What is a faster alternative to a CRC?

Question

I'm doing some data transmission from a dsPIC to a PC and I'm doing an 8-bit CRC to every block of 512 bytes to make sure there are no errors. With my CRC code enabled I get about 33KB/s, without it I get 67KB/s.

What are some alternative error detection algorithms to check out that would be faster?

How is the CRC itself implemented? Bitwise? Then switch to a table-based method. Bytewise? Consider the space, complexity, and time tradeoff involved in increasing the table size to, say, 16 bits (which would operate on two bytes at once, but would take 64KB of table storage). — Aidan Cully, Jul 26 '11 at 21:56
I only have 16KB on RAM and 128KB of ROM, so a 64KB table isn't an option. — FigBug, Jul 26 '11 at 21:58
So you're using a 256-byte table? or bitwise CRC? If you're doing bitwise, bytewise (with a 256-byte table) would be 8 times faster. — Aidan Cully, Jul 26 '11 at 22:01
67kb/s to 33kb/s? I'm not sure what your other processing involves, but that sounds like quite a bit of overhead, even for a PIC. Maybe there are some other problems impeding your performance? — Rei Miyasaka, Jul 26 '11 at 23:13
depending on how you have implemented the bitwise CRC calc, it may be possible to make it go faster.
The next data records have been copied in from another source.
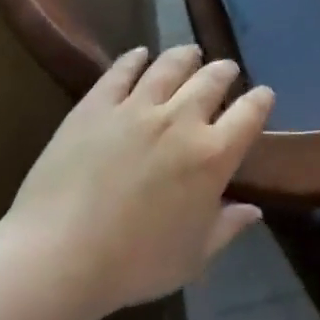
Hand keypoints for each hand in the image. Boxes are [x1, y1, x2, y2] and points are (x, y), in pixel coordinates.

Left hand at [3, 47, 272, 319]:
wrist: (56, 258)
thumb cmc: (134, 264)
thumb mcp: (193, 256)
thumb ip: (228, 227)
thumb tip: (254, 210)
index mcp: (213, 155)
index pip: (251, 111)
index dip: (261, 99)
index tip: (262, 96)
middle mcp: (182, 120)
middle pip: (213, 79)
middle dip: (225, 71)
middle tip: (225, 71)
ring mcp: (136, 108)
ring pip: (171, 65)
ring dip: (186, 56)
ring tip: (190, 54)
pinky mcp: (96, 106)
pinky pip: (121, 71)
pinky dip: (135, 59)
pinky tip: (139, 55)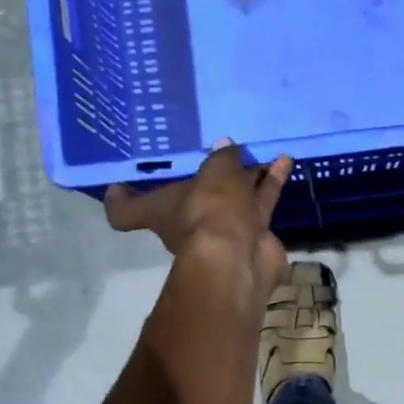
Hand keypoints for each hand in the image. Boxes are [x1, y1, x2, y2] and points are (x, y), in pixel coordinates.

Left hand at [104, 142, 293, 292]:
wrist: (240, 256)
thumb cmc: (209, 211)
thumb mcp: (213, 173)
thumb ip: (222, 158)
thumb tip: (226, 148)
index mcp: (160, 210)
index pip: (126, 211)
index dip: (121, 197)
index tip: (119, 183)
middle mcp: (188, 222)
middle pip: (196, 195)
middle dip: (212, 175)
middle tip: (225, 149)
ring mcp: (222, 231)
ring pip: (234, 198)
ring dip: (248, 176)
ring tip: (260, 152)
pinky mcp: (252, 235)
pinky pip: (260, 204)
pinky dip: (271, 184)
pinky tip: (283, 162)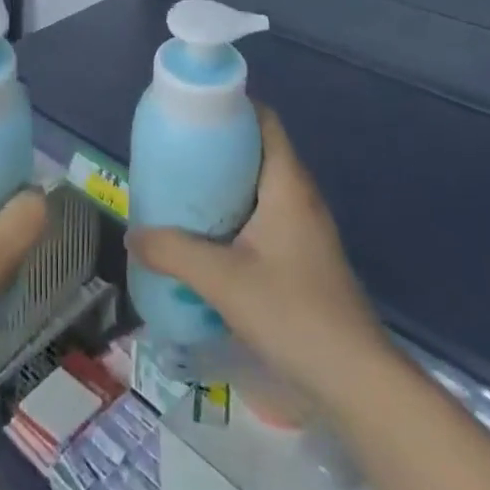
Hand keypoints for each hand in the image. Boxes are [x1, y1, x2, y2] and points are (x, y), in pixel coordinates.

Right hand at [129, 105, 387, 411]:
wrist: (357, 383)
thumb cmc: (293, 313)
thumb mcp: (223, 281)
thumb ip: (173, 253)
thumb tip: (132, 236)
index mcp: (286, 182)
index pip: (263, 119)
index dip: (230, 106)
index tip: (191, 112)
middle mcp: (299, 195)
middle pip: (256, 150)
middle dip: (216, 148)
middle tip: (174, 154)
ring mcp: (305, 228)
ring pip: (259, 186)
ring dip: (223, 185)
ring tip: (182, 193)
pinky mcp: (304, 257)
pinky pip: (263, 216)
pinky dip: (235, 214)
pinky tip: (208, 239)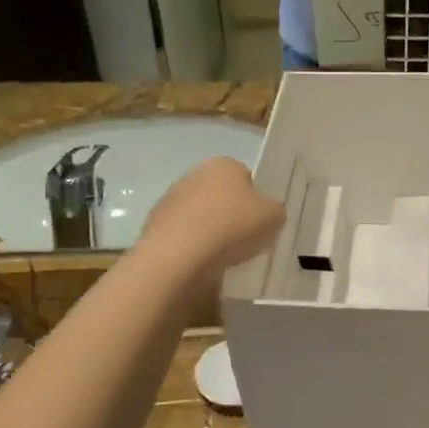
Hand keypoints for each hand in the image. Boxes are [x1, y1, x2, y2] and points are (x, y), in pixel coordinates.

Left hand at [139, 159, 283, 285]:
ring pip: (200, 215)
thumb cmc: (233, 227)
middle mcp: (194, 174)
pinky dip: (192, 246)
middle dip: (231, 213)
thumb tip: (267, 213)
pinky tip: (202, 263)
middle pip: (221, 195)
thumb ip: (274, 210)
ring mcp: (170, 199)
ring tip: (223, 256)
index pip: (246, 177)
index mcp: (224, 164)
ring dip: (210, 230)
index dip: (255, 200)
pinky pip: (183, 235)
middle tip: (244, 238)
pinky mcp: (154, 226)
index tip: (260, 221)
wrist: (179, 256)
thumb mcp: (274, 217)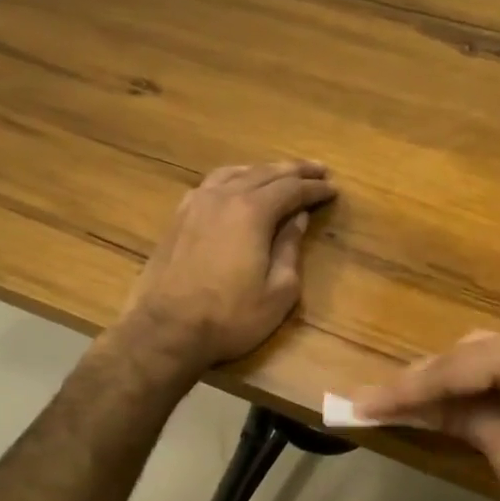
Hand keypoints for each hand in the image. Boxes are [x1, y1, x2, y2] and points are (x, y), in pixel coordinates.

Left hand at [115, 161, 336, 377]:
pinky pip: (211, 184)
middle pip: (265, 173)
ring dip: (263, 170)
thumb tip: (297, 218)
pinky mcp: (178, 217)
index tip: (333, 188)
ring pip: (235, 172)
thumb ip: (290, 249)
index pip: (292, 189)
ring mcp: (196, 204)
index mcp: (252, 212)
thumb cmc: (230, 317)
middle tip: (318, 170)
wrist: (166, 330)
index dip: (315, 189)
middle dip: (295, 170)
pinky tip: (237, 186)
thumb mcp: (278, 292)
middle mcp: (224, 197)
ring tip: (280, 173)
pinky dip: (234, 178)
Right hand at [352, 317, 499, 500]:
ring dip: (457, 385)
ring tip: (412, 407)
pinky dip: (490, 389)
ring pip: (495, 360)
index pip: (454, 367)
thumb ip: (467, 423)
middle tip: (381, 404)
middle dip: (428, 383)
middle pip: (473, 355)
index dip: (404, 389)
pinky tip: (464, 406)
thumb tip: (424, 410)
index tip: (358, 402)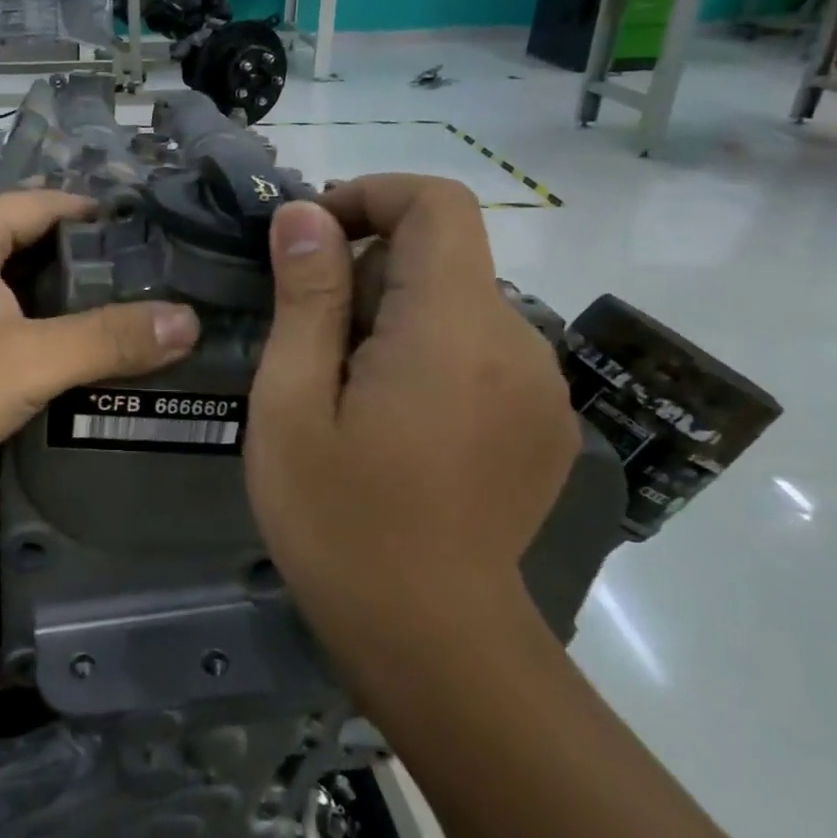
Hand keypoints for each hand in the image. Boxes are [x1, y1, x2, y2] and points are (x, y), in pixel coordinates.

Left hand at [0, 191, 199, 492]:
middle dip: (89, 262)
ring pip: (15, 276)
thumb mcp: (31, 359)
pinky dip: (34, 318)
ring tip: (127, 314)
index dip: (105, 219)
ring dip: (62, 295)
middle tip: (154, 284)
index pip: (50, 203)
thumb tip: (189, 320)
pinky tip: (71, 345)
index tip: (159, 242)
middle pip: (33, 237)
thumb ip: (110, 338)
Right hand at [243, 176, 579, 656]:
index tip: (310, 240)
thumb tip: (304, 215)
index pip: (438, 204)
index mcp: (455, 329)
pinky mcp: (544, 424)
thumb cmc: (339, 519)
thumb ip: (306, 298)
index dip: (370, 196)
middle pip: (444, 255)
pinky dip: (427, 354)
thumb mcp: (292, 402)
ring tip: (342, 393)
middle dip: (367, 273)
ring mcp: (541, 388)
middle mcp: (519, 342)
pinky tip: (392, 425)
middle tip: (307, 344)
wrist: (431, 641)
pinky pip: (480, 351)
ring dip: (393, 318)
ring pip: (458, 305)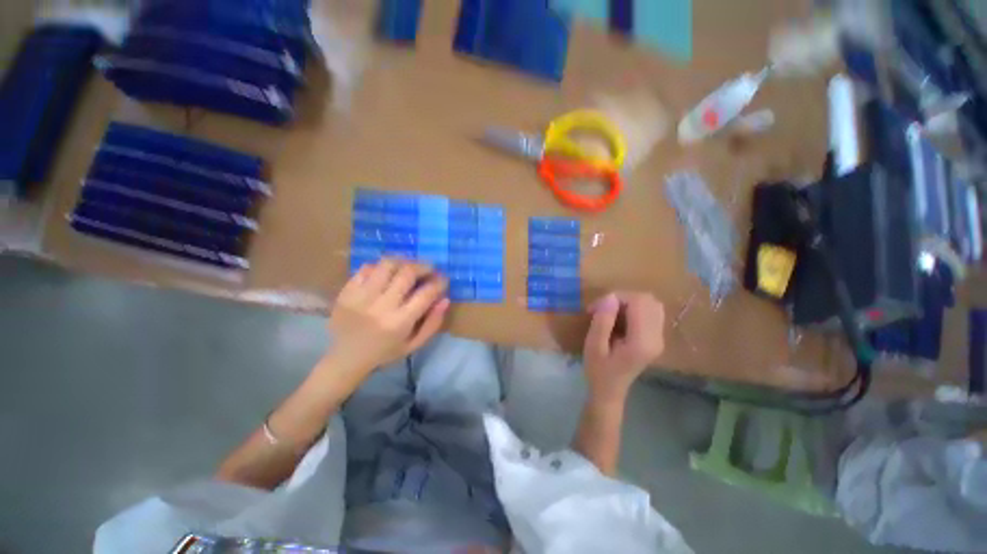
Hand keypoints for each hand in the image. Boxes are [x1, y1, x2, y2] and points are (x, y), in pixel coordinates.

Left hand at [327, 258, 449, 374]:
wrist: (345, 358)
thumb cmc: (384, 352)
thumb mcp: (414, 344)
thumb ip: (432, 323)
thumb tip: (445, 299)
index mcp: (399, 322)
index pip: (425, 293)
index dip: (439, 282)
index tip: (443, 279)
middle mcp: (381, 306)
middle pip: (407, 273)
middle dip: (423, 266)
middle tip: (429, 268)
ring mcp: (361, 296)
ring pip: (387, 264)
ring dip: (403, 262)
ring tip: (409, 267)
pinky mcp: (347, 291)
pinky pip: (366, 268)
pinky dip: (380, 267)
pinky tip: (387, 273)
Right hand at [583, 292, 664, 402]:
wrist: (609, 391)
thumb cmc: (598, 370)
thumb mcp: (593, 346)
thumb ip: (602, 321)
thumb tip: (610, 297)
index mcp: (642, 342)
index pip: (639, 302)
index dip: (617, 298)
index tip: (596, 308)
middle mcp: (657, 338)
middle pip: (648, 300)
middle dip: (622, 298)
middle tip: (602, 309)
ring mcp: (659, 338)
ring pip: (651, 304)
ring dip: (629, 302)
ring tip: (611, 313)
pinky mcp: (656, 338)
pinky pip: (651, 312)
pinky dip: (634, 309)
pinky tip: (620, 318)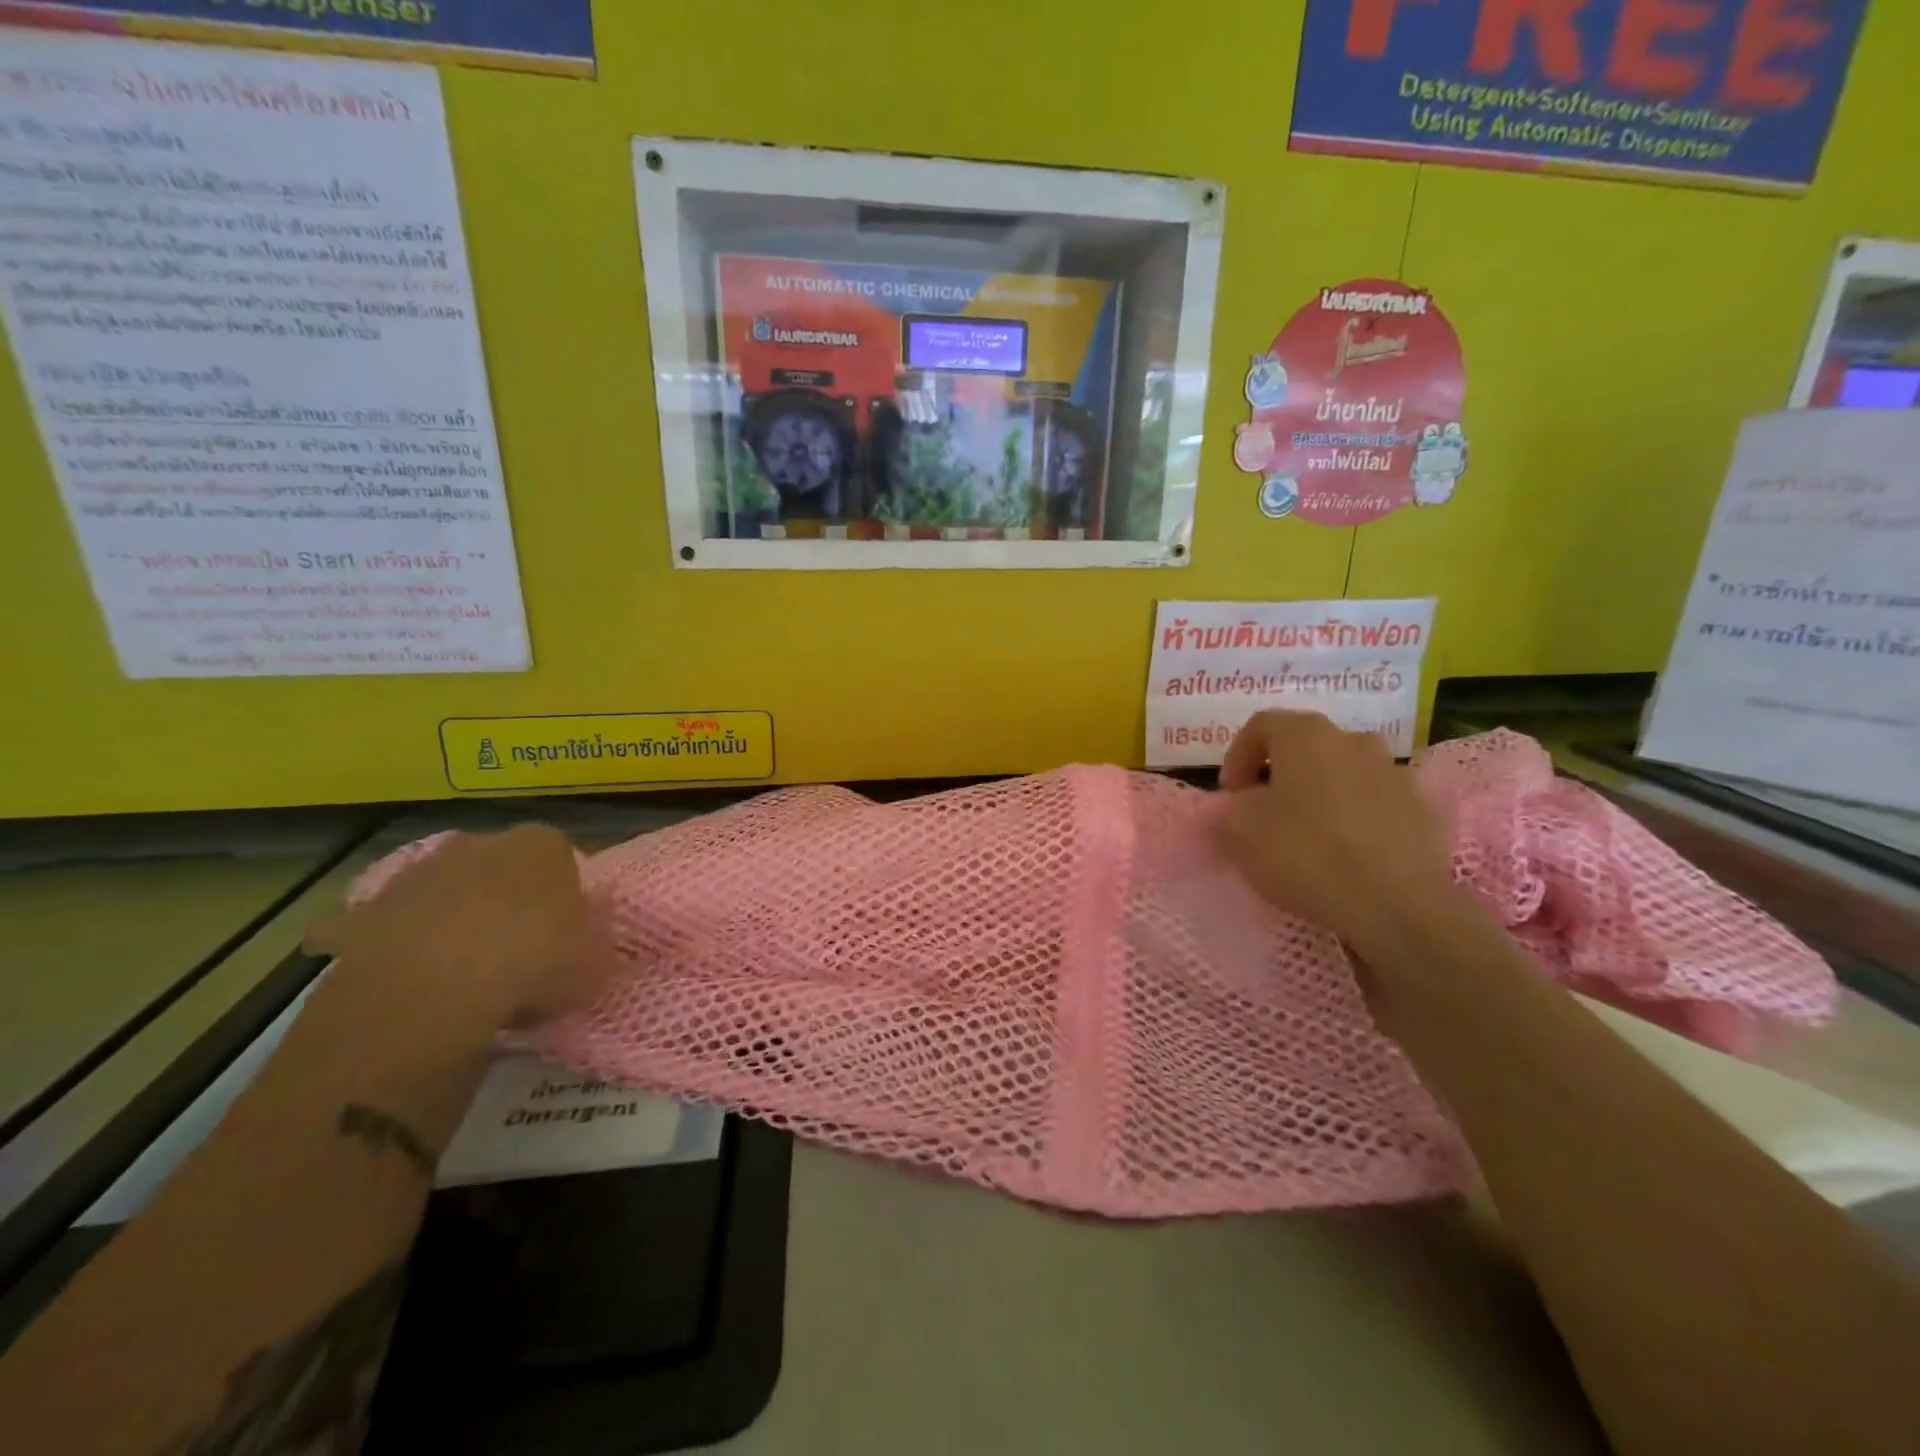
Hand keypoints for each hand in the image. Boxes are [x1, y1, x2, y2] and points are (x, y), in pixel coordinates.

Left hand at [305, 825, 612, 1031]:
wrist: (430, 993)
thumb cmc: (534, 963)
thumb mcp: (594, 964)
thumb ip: (593, 946)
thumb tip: (586, 947)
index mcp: (543, 845)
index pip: (561, 860)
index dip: (563, 898)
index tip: (563, 934)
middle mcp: (481, 843)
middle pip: (500, 870)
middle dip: (505, 902)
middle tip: (514, 952)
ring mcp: (418, 873)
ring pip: (445, 894)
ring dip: (452, 921)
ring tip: (462, 975)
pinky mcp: (365, 911)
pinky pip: (388, 929)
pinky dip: (397, 947)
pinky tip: (408, 983)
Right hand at [1214, 711, 1462, 960]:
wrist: (1396, 905)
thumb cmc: (1306, 854)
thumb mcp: (1239, 831)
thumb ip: (1229, 808)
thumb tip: (1239, 804)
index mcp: (1306, 735)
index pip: (1260, 726)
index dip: (1237, 756)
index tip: (1231, 795)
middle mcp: (1353, 740)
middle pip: (1304, 747)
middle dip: (1279, 775)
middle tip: (1264, 813)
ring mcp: (1394, 772)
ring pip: (1342, 773)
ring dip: (1319, 794)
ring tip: (1307, 835)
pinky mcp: (1421, 809)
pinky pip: (1373, 803)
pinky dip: (1354, 818)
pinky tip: (1345, 853)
I have a (fairly) fast implementation I've used a number of times. If you are interested I can dig it out. — quickly_now, Jul 27 '11 at 01:08
@FigBug: If you post your implementation that might make it easier for us to help out. (Though that might be better for codereview.stackexchange.com) — Billy ONeal, Jul 27 '11 at 01:21

Mark Booth · Accepted Answer · 2020-09-17T09:24:44.420

46

While there may be faster options than CRC, such as Fletcher, if you use them then you are likely to end up sacrificing some degree of error detection capability. Depending on what your performance and error detection requirements are, an alternative may be to use CRC code optimised to your application instead.

For a comparison of CRC with other options, see the excellent answer by Martin Thompson.

One option to help with this is pycrc which is a tool (written in python¹) which can generate C source code for dozens of combinations of crc model and algorithm. This allows you to optimise speed and size for your own application by selecting and benchmarking different combinations. ^{1: Requires Python 2.6 or later.}

It supports the crc-8 model, but also supports crc-5, crc-16 and crc-32 amongst others. As for algorithms, it supports bit-by-bit, bit-by-bit-fast and table-driven.

For example (downloading the archive):

$ wget --quiet http://sourceforge.net/projects/pycrc/files/pycrc/pycrc-0.8/pycrc-0.8.tar.gz/download
$ tar -xf pycrc-0.8.tar.gz
$ cd pycrc-0.8
$ ./pycrc.py --model=crc-8 --algorithm=bit-by-bit      --generate c -o crc8-byb.c
$ ./pycrc.py --model=crc-8 --algorithm=bit-by-bit-fast --generate c -o crc8-bybf.c
$ ./pycrc.py --model=crc-8 --algorithm=table-driven    --generate c -o crc8-table.c
$ ./pycrc.py --model=crc-16 --algorithm=table-driven   --generate c -o crc16-table.c
$ wc *.c
   72   256  1790 crc8-byb.c
   54   190  1392 crc8-bybf.c
   66   433  2966 crc8-table.c
  101   515  4094 crc16-table.c
  293  1394 10242 total

You can even do funky things like specify using dual nibble lookups (with a 16 byte look-up table) rather than single byte look-up, with 256 byte look-up table.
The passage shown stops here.